The world's biggest dairy exporter said on Monday that it had found bacteria in some products that could cause botulism.
China, company's largest customer, has banned imports of milk powder from New Zealand over fears of botulism.
The company said contaminated whey protein concentrate had been exported to China, Malaysia, Vietnam, Thailand and Saudi Arabia and used in products including infant milk powder and sports drinks.
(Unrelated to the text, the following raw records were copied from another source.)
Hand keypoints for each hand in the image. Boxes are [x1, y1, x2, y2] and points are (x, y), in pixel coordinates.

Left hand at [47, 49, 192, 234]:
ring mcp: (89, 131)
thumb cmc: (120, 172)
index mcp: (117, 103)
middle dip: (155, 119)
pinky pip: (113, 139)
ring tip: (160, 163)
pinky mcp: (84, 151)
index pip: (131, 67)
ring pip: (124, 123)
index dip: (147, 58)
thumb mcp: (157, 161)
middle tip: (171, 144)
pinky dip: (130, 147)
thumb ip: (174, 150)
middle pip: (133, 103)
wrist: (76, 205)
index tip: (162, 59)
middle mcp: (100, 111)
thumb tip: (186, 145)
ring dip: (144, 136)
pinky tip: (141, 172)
At a media briefing in Beijing Fonterra's chief executive, Theo Spierings, said food safety was the company's top priority.
"We really regret the distress and anxiety which this issue could have caused," he said.
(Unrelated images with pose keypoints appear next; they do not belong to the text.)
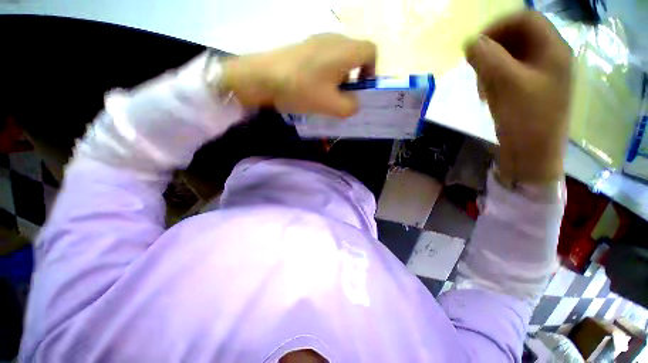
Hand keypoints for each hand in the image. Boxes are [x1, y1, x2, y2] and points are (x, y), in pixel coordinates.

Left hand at [220, 34, 376, 117]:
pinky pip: (325, 56)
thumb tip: (355, 103)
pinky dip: (327, 71)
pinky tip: (314, 85)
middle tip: (344, 95)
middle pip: (355, 54)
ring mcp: (318, 39)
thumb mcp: (331, 106)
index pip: (371, 52)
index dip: (372, 70)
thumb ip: (350, 107)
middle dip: (355, 76)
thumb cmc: (301, 89)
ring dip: (340, 75)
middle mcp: (335, 39)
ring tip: (328, 93)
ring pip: (340, 56)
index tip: (362, 88)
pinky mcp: (305, 45)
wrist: (264, 76)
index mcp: (345, 50)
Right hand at [465, 11, 572, 183]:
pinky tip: (487, 95)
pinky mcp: (529, 89)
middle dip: (492, 50)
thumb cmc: (525, 119)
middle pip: (517, 38)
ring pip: (510, 57)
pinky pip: (508, 74)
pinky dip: (494, 80)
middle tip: (476, 69)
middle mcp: (549, 57)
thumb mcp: (505, 84)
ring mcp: (540, 75)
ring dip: (490, 68)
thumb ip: (487, 58)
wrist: (531, 154)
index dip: (498, 26)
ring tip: (482, 88)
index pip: (525, 19)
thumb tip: (470, 42)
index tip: (475, 44)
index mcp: (553, 50)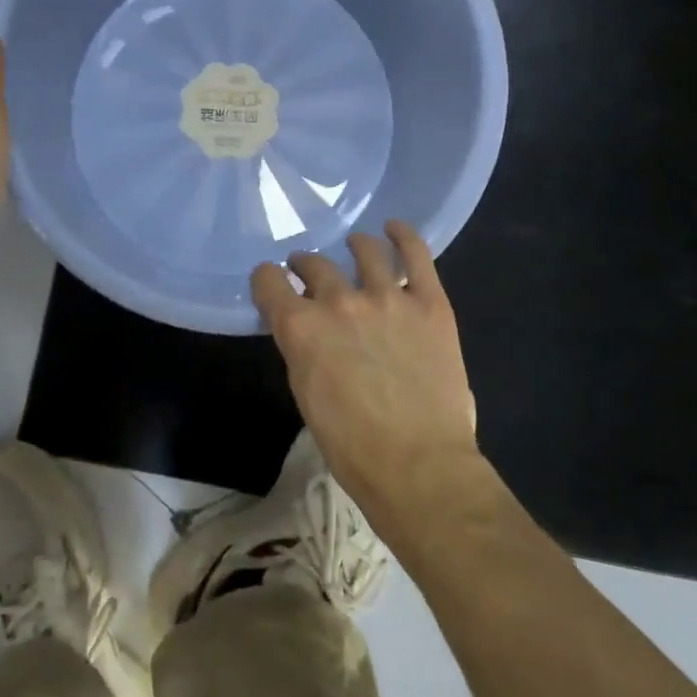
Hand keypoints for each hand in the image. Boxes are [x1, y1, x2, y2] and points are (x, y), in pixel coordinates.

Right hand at [252, 221, 481, 541]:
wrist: (419, 468)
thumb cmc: (353, 447)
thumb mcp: (306, 394)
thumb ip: (303, 348)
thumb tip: (305, 328)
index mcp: (300, 327)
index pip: (268, 280)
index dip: (267, 280)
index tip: (272, 283)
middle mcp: (338, 301)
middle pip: (314, 264)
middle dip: (306, 266)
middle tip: (310, 273)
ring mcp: (386, 296)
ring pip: (364, 250)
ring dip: (354, 245)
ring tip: (355, 246)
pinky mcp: (428, 301)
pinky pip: (415, 254)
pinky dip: (403, 235)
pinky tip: (395, 228)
"We totally understand there is concern by parents and other consumers around the world. Parents have the right to know that infant nutrition and other dairy products are harmless and safe."
In China, Spierings said that products from two companies, Coca-Cola Co and Chinese food firm Wahaha, were safe because any bacteria would be killed during processing.
Protein drinks made by Auckland-based Vitaco Health Group Ltd, another Fonterra customer, were also unaffected for the same reason.
A third company in China, Dumex Baby Food Co Ltd, a subsidiary of France's Danone, has told Fonterra that 12 batches could have been affected, he said.
Half have been recalled as a precautionary measure and the other half remain in factories.
He added that the company was not facing a ban on its products in China, only restrictions on whey protein concentrate.
Spierings said the latest problem originated in a pipe in a factory in New Zealand that was seldom used, so a normal cleaning was not sufficient to sanitise it.
Baby milk safety
China has restricted New Zealand imports of whey products, but Spierings said he expected the curbs will be lifted as soon as the company furnished a detailed explanation of what went wrong to Chinese regulators early this week.
The safety of baby formula became a sensitive issue in China after milk tainted with the chemical melamine left six children dead and sickened more than 300,000 in 2008.
Also Vietnam has ordered an immediate recall and halt of circulation of a milk powder manufactured by Fonterra.
Russia's Ria Novosti news agency reported Moscow was "recalling Fonterra's products, including infant formula and advised Russian consumers not to buy the company's other products".
Singapore and Malaysia have also recalled some Fonterra-linked baby milk products, saying it was a precautionary move.
Fonterra accounted for 89 percent of New Zealand's milk production in 2011.